Winside or outside, Nick Kyrgios’ show never ceases to entertain. On Wednesday night, after more than three hours on the court, the renegade advanced to the third round of the Australian Open with a five-set win on the roller coaster over Ugo Humbert, to the frantic delirium of a tumultuous John Cain Arena.
“Honestly, I don’t know how I did it,” said Kyrgios later. “That was one of the craziest games I’ve ever played.”
When Kyrgios walks towards you it’s like coming face to face with a hip-hop star. The fading, the adjustment, the pimp hobbling; six feet and four inches of stately gains.
Like a school child with a “cute” physique (your words, not mine) he was photographed on the court with a Wu Wear top with a racket in his hand and an expression on his face that suggested, like the Wu-Tang Clan, that he “is not crazy”. As more than a jolt pointed out, Canberran plays tennis like Wu-Tang incarnate, since on nights like Wednesday there can be up to nine characters fighting for attention during their matches.

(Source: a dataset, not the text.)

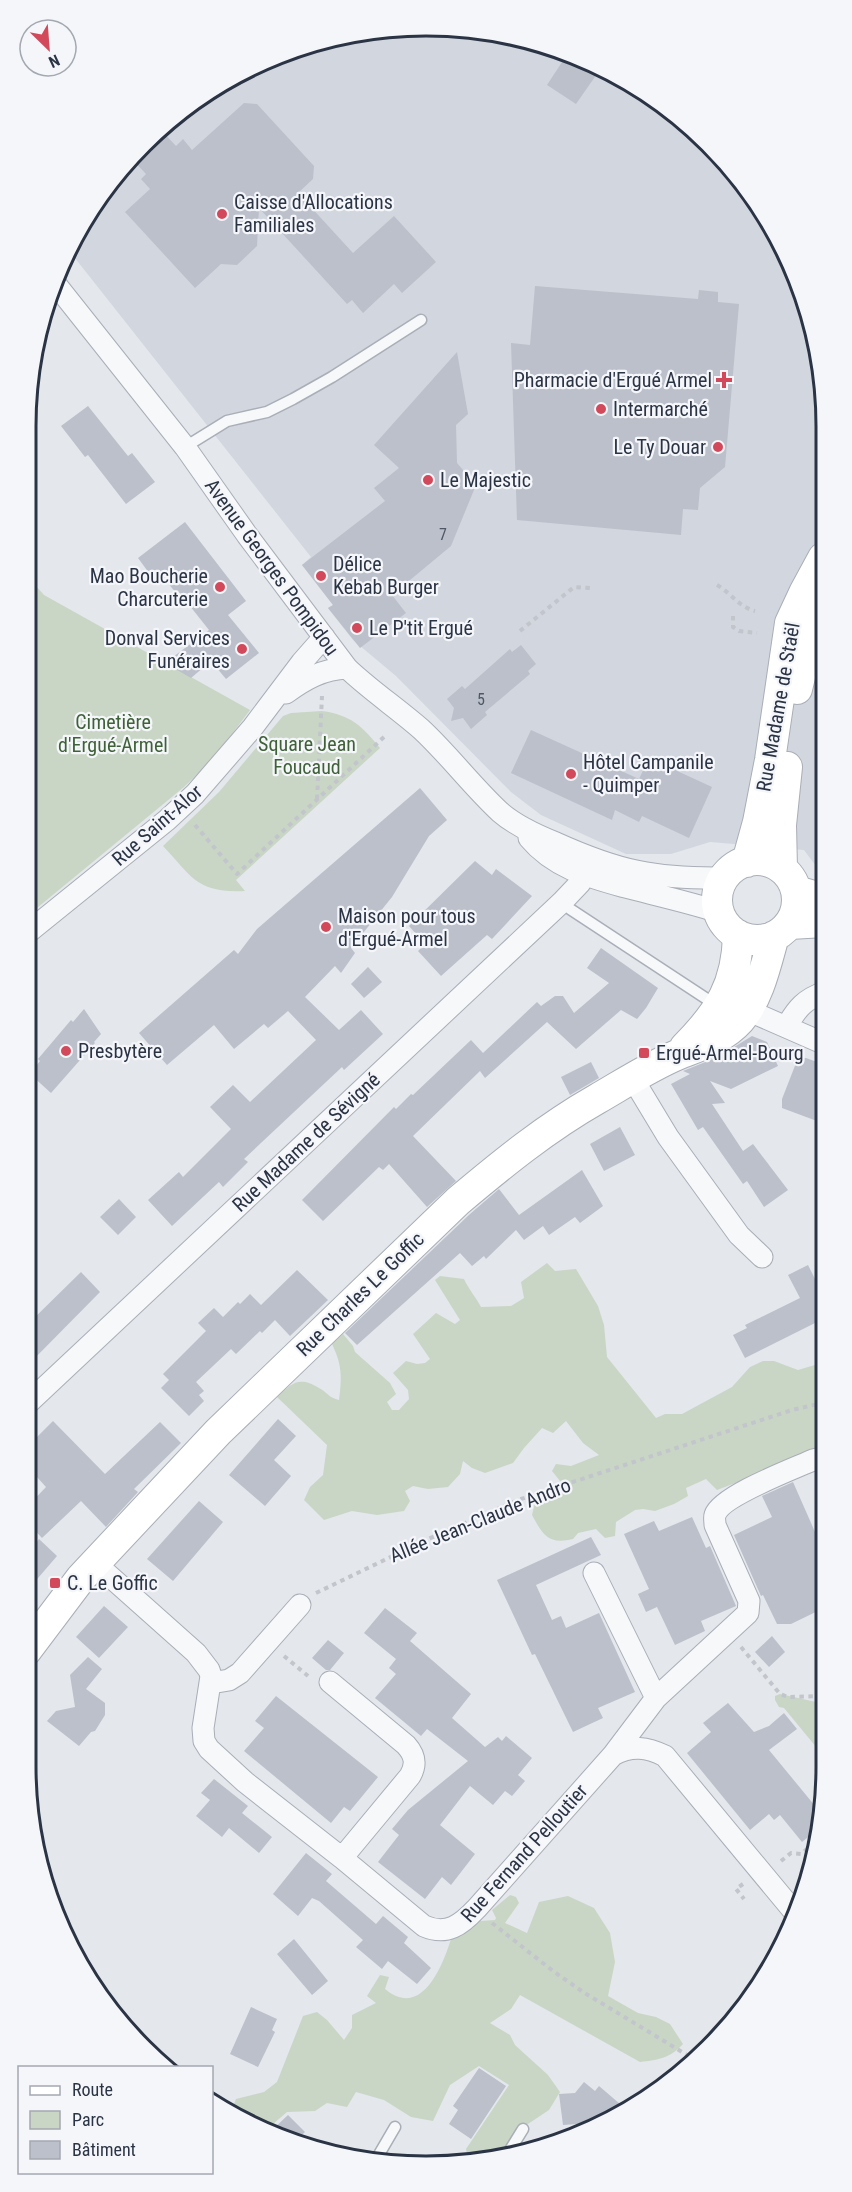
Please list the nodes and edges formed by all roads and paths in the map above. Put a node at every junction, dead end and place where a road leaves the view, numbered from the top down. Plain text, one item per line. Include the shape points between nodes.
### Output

But the Staten Island collective is also famous for its improvisation and creativity. A recent study suggests that Wu-Tang has one of the broadest vocabularies in hip-hop. Kyrgios is no different in his discipline. No one else serves in the armpits, as he did successfully in the first set. No one chooses a tweener as an offensive strategy at the start of a decisive set, as he did. He even paid his debts with previous OGs with his version of Roger’s Sneak Attack.
When Kyrgios walks away from you, the view is completely different. The broad shoulders that framed the imposing support in one direction seemed curved in the other, forming the silhouette of a man with his head bowed and uncomfortable. The shine and paint on the front simply become a mass-produced polyester shirt glued to the sweaty back when viewed from behind. Limping seems, well, limping.
The side that Kyrgios displays depends on the energy. After his underarm serve in the fourth game, he asked an already turbulent audience to make a noise. Five games later, he repeated the gesture before Humbert served to save a breakpoint. Chest out, shoulders back, he was in his element.
No more 10 minutes passed and he was knocked down and at the end of receiving a code violation by a destructive blow to his racket. As the crowd held their breath, their champion stiffened, his blows contained less intelligence, and the collective belief came out of the open roof. This was not an unknown script.
But Kyrgios’ pessimistic version worked briefly in his favor. Instead of playing for his Instagram account, the winner of six ATP Tour titles played like a champion, opting for a series of sensible rallies. Humbert blinked first and a pause for each one soon led to a set for each. Kyrgios jumped and punched the air like a center forward, marking the winner of the cup final in extra time. The wave was back in motion.
Humbert, an impassive southpaw and a trained pianist who enjoys playing the theme song for the movie Titanic, couldn’t be more different from Kyrgios. But after seven games in the third set, this contrast of style and personality registered uniform statistics on almost every line. Then Kyrgios made a double fault in two with the set at 3-4 and that sinking feeling came back. After suffering the only break in the set, Kyrgios soon received a points penalty for a second breach of the code, this time for cursing.
A break at the start of round four allowed Humbert to keep pace for half an hour. It looked like a victory cruise. But when it came to serving in 5-4, Kyrgios, of the canvas, raised his guard once again, finding angles and blowbacks, causing fans to spread through the corridors like WrestleMania. The ringmaster at John Cain Arena was suddenly in his happy place, in a trance and loose, striking ground strokes and bombing aces with impetus in his steps and electricity in the air. Two and a half hours of competition is a long time to wait for the flow to arrive, but when it does, it almost brings the house down.
A huge wave of momentum hit Humbert in the final set. Kyrgios broke the service in quick time and on the move after the third game, the crowd shouted Livin ‘on a Prayer in a deafening volume. “This is the best shoe that has sounded since the pandemic,” said Jim Courier.
This was a moment. A moment to drown out the negativity that has dominated the past few days and months. A moment to revel in the power of a crowd.
Soon after, it was Nick Kyrgios’ turn to have a moment for himself. Soon on his knees, then standing to greet the worshipers who propelled him to a heady triumph.
It took almost three days, but thanks to Nick Kyrgios, the Australian Open has finally started.